DATA FOR ANALYSIS ▸
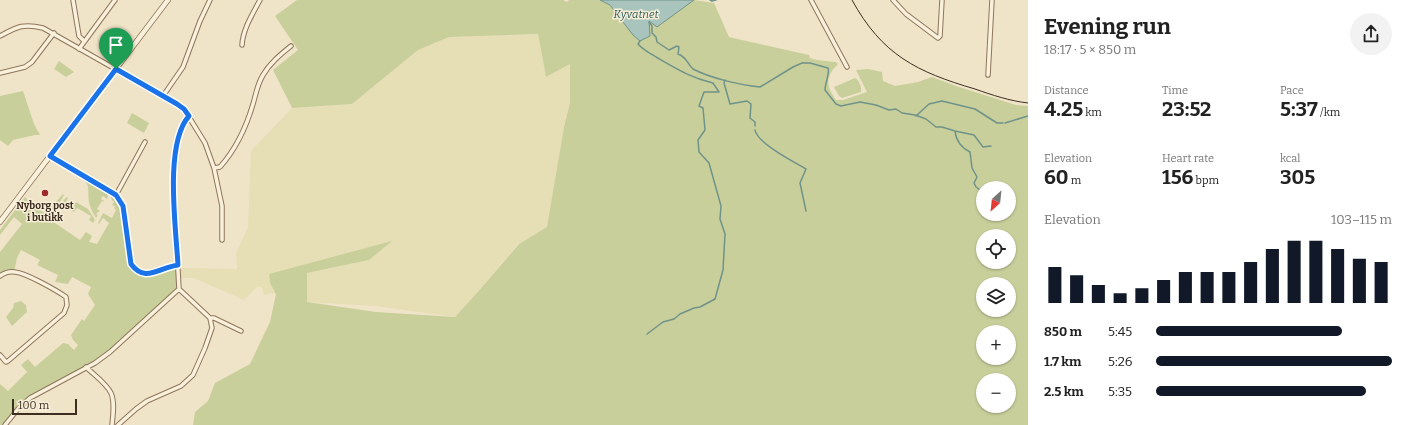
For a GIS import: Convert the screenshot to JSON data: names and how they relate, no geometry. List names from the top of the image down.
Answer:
{
  "water": ["Kyvatnet"],
  "places": ["Nyborg post i butikk"],
  "scale_bar": "100 m",
  "north": "bottom left",
  "page": {
    "heading": ["Evening run", "18:17 · 5 × 850 m"],
    "stats": [
      ["Distance", "4.25 km"],
      ["Time", "23:52"],
      ["Pace", "5:37 /km"],
      ["Elevation", "60 m"],
      ["Heart rate", "156 bpm"],
      ["kcal", "305"]
    ],
    "map_buttons": ["+", "−"],
    "chart": ["Elevation", "103–115 m"],
    "list": [
      {
        "name": "850 m",
        "note": "5:45"
      },
      {
        "name": "1.7 km",
        "note": "5:26"
      },
      {
        "name": "2.5 km",
        "note": "5:35"
      }
    ],
    "scale": "100 m"
  }
}
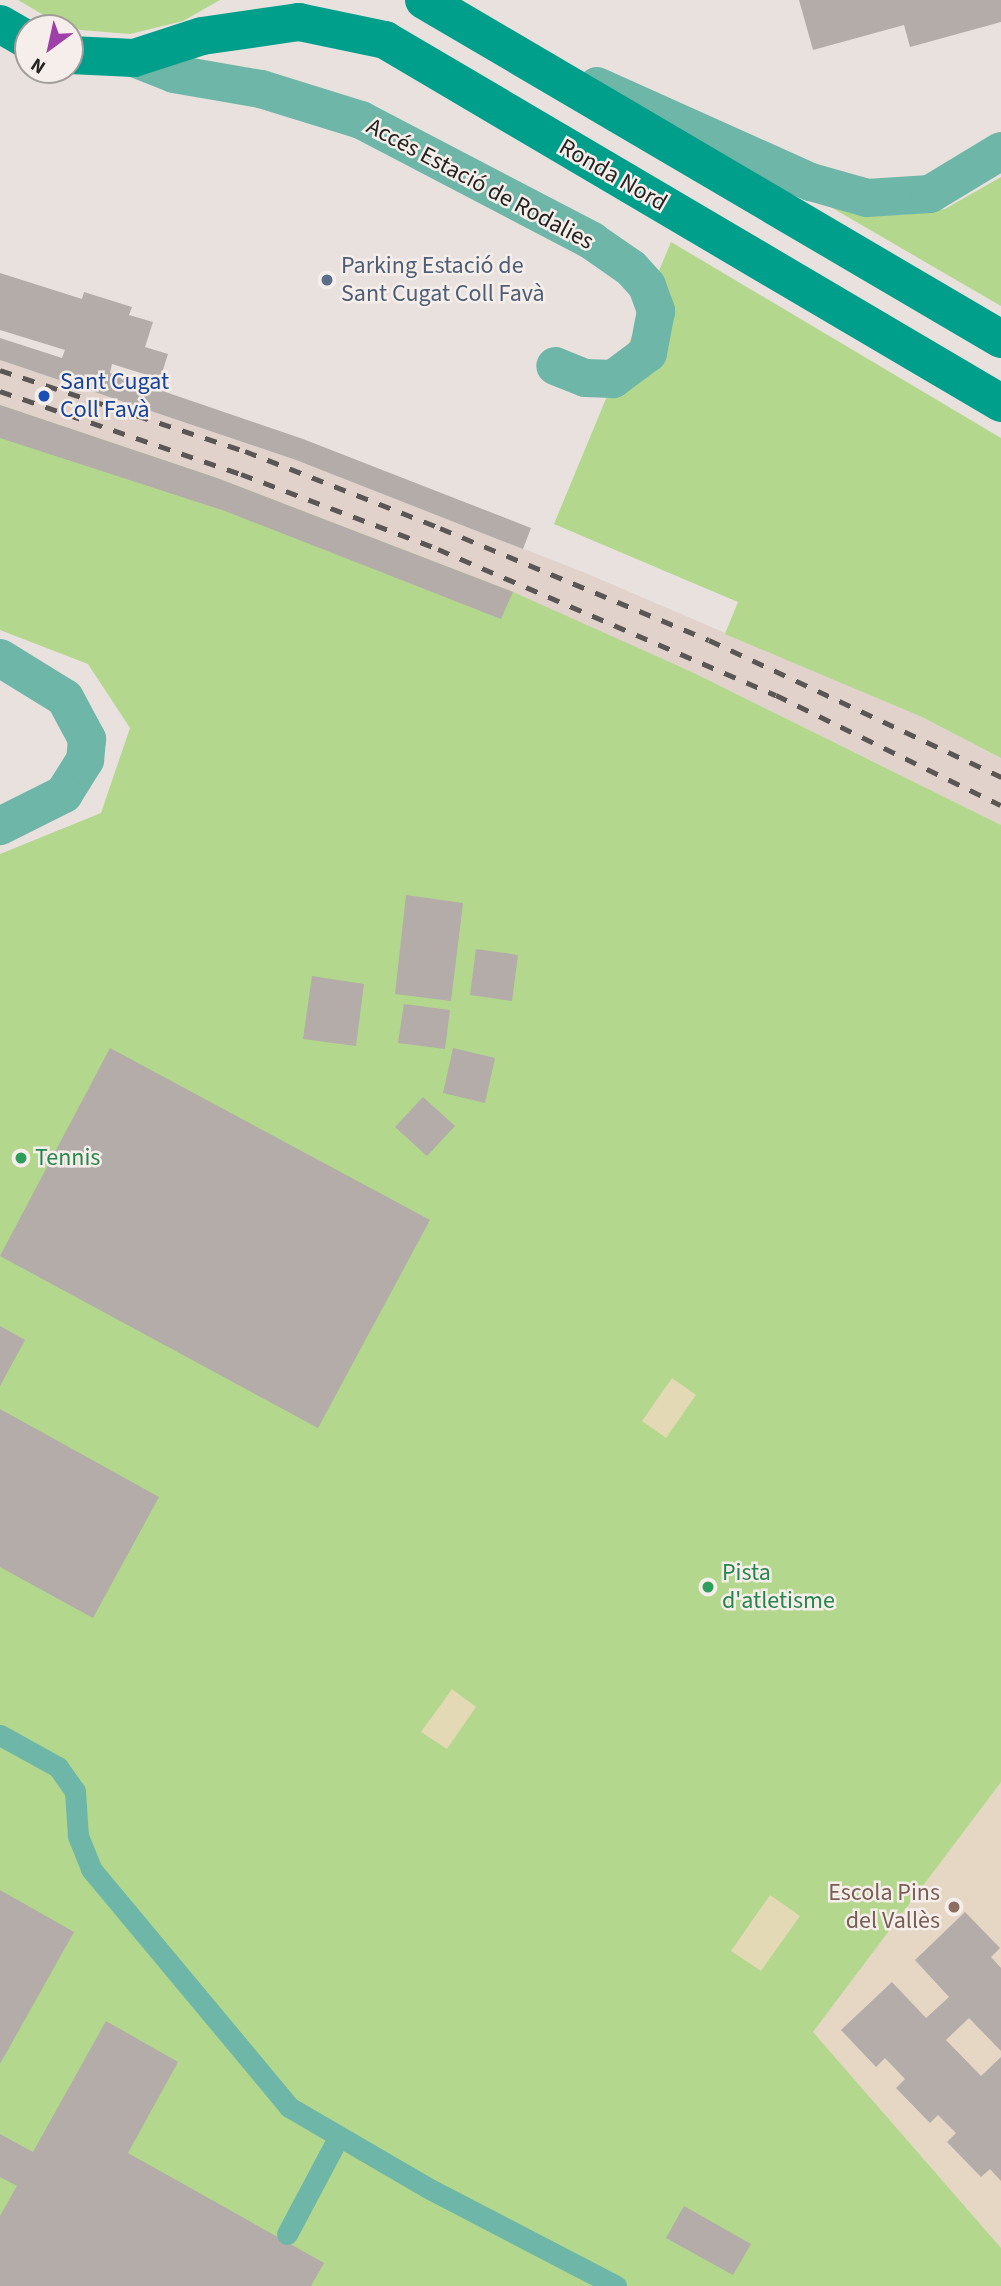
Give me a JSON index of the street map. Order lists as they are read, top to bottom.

TASK GOAL ▸
Lines holding "they" in the material above are to be reported.

ANSWER FOR THIS EXERCISE ▸
For a GIS import: Convert the screenshot to JSON data: names and how they relate, no geometry. List names from the top of the image down.
Give me a JSON index of the street map. Order lists as they are read, top to bottom.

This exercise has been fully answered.